*** Begin section ***
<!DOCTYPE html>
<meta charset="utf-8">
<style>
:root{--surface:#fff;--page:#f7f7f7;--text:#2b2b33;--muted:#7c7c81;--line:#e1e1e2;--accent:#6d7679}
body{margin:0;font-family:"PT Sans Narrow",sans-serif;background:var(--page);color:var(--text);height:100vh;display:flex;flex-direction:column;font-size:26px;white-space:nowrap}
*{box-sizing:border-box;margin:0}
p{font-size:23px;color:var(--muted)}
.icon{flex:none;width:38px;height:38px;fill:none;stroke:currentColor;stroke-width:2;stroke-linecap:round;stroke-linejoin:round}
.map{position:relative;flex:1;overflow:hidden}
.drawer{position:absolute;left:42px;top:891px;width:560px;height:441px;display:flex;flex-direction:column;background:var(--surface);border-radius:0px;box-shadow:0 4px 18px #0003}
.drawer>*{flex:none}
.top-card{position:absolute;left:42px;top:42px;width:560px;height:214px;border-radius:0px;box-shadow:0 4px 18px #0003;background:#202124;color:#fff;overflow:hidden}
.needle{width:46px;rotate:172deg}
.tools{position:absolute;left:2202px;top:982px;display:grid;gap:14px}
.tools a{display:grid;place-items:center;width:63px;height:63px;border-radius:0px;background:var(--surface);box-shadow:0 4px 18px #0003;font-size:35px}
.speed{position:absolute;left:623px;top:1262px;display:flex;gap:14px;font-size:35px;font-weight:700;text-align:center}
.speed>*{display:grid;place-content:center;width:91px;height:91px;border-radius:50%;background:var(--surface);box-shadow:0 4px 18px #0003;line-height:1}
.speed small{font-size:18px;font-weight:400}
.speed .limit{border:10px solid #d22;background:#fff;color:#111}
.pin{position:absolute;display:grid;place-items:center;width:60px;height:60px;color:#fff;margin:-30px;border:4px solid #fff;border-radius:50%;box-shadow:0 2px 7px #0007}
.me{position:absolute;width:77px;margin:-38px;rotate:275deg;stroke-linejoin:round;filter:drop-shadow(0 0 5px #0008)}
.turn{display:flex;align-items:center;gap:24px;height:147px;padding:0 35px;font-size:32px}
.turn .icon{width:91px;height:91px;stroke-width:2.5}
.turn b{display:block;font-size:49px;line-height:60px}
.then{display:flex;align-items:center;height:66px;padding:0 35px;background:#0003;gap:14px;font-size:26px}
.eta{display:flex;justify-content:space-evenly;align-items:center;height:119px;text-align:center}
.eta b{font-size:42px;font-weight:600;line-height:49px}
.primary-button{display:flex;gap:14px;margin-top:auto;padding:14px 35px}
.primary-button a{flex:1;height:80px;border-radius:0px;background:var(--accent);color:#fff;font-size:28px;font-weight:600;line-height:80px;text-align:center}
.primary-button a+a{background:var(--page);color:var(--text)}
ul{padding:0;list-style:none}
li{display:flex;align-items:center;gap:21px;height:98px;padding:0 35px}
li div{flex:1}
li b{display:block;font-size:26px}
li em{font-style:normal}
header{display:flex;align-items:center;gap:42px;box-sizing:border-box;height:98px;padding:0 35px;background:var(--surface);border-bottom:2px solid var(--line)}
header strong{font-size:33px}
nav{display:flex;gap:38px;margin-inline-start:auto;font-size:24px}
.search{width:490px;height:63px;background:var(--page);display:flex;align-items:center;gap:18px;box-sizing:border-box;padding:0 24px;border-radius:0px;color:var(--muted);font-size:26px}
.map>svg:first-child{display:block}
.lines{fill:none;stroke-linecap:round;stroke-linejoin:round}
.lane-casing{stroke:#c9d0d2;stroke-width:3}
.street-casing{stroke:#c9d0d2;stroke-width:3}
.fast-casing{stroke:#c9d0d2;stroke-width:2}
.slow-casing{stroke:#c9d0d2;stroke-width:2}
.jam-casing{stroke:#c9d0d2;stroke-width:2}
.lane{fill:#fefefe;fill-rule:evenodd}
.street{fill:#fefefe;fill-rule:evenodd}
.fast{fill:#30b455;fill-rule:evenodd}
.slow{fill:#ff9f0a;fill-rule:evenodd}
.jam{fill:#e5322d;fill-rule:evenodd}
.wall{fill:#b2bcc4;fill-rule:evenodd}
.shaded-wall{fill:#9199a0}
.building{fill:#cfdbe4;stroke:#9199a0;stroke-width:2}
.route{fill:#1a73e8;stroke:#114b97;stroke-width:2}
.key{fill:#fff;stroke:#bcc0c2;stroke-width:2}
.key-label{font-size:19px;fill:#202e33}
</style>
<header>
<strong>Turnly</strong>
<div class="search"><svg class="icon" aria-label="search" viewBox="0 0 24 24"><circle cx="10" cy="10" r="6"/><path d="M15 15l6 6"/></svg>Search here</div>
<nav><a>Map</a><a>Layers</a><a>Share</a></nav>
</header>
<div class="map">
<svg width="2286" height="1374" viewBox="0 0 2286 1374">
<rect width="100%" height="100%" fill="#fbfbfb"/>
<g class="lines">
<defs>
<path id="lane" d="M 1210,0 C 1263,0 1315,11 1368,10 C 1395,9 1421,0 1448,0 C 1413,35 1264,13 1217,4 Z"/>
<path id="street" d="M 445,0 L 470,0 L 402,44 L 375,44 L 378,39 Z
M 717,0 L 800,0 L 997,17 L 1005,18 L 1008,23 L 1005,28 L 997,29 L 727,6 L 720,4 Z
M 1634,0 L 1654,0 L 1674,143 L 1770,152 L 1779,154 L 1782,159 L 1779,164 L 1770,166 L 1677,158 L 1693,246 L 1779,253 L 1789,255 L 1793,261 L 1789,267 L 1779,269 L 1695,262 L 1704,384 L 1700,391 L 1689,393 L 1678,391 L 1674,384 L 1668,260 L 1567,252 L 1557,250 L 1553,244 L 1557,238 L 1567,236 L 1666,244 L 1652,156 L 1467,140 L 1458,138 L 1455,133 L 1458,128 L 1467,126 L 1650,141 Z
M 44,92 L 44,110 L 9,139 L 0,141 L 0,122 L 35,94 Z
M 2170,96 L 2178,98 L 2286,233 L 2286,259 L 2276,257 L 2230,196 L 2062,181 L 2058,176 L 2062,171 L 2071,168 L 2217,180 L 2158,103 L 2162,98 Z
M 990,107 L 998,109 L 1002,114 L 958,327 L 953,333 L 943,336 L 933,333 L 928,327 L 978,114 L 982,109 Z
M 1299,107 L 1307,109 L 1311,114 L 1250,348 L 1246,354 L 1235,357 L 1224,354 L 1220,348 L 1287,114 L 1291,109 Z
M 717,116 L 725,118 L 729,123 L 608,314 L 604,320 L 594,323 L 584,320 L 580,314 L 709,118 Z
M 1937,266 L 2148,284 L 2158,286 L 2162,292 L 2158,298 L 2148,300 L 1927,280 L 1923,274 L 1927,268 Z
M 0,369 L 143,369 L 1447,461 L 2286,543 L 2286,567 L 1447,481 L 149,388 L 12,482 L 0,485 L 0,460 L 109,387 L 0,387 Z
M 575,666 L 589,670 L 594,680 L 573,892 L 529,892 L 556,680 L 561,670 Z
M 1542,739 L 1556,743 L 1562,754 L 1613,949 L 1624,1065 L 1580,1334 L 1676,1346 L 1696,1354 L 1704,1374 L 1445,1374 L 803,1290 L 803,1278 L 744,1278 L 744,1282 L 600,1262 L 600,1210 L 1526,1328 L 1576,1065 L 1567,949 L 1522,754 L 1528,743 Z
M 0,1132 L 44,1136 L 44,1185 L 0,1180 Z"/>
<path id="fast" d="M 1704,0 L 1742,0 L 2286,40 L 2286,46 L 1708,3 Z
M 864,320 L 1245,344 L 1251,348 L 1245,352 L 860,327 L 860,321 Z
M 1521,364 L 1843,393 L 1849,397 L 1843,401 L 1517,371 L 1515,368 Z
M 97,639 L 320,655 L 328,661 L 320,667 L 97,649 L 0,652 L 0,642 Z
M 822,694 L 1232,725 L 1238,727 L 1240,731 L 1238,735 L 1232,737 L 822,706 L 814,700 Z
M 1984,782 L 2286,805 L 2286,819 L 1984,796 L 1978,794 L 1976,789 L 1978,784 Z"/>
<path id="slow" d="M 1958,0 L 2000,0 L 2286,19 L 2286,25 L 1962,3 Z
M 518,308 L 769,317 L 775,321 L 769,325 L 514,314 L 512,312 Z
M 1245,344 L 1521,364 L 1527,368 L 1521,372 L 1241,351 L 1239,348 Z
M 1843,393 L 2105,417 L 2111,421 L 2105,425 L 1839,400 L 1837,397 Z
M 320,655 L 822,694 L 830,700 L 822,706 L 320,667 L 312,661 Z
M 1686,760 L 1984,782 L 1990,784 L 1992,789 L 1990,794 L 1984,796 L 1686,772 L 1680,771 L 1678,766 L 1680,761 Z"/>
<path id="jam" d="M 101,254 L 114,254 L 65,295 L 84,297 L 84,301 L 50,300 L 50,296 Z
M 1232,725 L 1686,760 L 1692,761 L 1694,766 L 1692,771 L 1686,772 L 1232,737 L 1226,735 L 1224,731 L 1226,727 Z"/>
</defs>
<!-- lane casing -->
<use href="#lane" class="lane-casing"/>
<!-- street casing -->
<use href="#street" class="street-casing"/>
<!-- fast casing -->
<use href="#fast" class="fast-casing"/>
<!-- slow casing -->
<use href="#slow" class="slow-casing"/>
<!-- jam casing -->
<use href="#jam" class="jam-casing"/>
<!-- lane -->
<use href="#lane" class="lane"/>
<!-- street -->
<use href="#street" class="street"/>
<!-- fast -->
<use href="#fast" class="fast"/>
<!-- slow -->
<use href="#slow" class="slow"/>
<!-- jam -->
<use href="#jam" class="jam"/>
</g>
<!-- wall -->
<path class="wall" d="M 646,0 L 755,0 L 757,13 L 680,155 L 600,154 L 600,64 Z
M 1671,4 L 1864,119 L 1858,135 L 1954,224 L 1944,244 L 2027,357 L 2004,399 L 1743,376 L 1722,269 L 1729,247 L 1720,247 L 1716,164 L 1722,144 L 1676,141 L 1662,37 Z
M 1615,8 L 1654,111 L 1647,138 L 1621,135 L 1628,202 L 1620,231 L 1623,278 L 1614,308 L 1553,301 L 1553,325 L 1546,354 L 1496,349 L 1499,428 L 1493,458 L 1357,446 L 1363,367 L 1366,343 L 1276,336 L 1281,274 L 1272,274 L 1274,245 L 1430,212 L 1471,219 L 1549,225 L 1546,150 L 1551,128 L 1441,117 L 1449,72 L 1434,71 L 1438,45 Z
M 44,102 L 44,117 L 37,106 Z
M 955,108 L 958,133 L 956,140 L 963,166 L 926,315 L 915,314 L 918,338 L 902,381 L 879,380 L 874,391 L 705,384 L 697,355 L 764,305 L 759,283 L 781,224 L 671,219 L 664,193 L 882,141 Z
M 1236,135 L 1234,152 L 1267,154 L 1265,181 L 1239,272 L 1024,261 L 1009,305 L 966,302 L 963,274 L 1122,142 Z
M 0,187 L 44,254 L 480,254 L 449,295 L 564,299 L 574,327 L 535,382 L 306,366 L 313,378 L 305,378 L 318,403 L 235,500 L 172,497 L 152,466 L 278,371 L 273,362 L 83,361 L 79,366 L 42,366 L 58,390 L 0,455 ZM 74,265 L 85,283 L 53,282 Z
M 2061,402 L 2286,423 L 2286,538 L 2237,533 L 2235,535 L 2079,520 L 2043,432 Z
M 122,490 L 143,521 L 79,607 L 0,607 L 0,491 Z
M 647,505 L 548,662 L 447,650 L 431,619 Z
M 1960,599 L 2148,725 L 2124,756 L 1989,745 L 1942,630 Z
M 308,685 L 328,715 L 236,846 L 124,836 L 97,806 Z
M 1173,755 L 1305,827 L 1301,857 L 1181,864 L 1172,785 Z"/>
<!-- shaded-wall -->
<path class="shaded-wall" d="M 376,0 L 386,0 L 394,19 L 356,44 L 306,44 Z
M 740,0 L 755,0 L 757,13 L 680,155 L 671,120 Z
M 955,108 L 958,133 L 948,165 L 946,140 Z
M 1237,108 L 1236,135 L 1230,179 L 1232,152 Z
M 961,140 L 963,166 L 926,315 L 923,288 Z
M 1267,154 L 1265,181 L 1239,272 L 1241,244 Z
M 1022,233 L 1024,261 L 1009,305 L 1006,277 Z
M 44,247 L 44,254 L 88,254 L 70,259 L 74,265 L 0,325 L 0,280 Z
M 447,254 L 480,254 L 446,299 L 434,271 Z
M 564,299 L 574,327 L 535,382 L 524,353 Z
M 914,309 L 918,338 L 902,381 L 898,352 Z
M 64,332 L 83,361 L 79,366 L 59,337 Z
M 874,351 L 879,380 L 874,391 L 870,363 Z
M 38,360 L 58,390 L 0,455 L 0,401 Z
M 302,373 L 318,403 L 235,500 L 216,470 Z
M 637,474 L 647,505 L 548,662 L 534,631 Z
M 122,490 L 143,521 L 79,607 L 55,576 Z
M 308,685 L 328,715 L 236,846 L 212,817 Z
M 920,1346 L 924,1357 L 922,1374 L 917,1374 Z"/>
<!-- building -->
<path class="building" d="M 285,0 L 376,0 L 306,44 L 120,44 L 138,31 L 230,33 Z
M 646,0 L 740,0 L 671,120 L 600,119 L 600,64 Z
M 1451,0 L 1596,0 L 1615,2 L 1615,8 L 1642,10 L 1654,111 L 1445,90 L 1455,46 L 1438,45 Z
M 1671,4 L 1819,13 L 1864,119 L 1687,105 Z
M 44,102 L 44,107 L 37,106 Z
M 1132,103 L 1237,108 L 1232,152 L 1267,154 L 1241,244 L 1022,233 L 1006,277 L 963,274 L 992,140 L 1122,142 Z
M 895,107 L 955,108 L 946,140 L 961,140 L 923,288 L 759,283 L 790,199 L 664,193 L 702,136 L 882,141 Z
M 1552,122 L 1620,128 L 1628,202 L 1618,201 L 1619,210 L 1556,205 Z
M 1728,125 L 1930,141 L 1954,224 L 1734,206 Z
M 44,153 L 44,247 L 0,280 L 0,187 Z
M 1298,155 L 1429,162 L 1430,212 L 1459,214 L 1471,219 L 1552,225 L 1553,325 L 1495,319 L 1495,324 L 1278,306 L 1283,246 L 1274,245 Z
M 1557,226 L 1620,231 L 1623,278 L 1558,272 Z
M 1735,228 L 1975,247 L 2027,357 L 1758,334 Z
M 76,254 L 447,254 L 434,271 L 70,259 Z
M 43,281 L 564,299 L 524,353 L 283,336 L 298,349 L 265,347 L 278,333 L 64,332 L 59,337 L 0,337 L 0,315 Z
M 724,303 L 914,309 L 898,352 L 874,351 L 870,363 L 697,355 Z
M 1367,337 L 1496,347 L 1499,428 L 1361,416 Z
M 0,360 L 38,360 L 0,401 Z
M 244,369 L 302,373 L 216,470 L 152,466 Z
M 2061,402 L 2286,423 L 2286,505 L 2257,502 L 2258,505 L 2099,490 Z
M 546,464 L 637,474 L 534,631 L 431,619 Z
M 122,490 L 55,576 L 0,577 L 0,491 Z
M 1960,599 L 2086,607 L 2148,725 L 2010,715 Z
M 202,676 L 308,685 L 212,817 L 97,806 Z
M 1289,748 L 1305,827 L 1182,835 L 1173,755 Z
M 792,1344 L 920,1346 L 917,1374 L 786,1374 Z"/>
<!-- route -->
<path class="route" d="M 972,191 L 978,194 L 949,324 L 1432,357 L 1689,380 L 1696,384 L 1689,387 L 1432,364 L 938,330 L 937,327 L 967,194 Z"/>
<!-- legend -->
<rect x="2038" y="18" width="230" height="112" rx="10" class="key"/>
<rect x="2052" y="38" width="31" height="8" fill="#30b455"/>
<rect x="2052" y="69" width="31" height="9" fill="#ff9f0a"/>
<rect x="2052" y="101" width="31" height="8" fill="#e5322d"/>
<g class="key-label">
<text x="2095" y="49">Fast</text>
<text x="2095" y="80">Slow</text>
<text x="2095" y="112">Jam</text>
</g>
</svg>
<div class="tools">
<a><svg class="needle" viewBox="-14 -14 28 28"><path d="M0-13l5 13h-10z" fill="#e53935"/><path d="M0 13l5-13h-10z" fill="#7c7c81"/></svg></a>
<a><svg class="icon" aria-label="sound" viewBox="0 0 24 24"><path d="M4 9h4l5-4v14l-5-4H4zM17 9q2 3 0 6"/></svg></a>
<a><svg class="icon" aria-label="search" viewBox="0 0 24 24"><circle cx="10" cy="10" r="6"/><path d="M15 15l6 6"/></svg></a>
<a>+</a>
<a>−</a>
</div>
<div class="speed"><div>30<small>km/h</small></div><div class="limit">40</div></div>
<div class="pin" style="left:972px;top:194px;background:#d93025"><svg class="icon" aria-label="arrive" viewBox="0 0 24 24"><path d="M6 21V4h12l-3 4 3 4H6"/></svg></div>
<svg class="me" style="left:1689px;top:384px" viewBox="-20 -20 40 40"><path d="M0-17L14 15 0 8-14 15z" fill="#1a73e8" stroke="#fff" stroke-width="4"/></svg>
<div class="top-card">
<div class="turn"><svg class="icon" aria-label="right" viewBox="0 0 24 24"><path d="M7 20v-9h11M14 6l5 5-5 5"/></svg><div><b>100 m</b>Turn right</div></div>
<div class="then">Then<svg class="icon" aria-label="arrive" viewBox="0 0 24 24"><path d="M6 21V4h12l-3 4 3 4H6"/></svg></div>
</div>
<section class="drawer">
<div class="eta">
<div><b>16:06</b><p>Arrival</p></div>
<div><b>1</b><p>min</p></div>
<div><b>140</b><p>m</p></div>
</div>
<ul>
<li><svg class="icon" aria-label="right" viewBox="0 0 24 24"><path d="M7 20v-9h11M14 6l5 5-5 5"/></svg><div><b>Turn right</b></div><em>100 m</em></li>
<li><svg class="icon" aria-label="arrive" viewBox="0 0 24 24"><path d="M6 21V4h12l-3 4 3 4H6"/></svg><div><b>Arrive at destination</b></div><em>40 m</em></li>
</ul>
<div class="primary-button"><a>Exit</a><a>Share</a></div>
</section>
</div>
*** End section ***
> [Task description] The expected output is each line of the records above that includes the word "small".

> [Solution to this task]
.speed small{font-size:18px;font-weight:400}
<div class="speed"><div>30<small>km/h</small></div><div class="limit">40</div></div>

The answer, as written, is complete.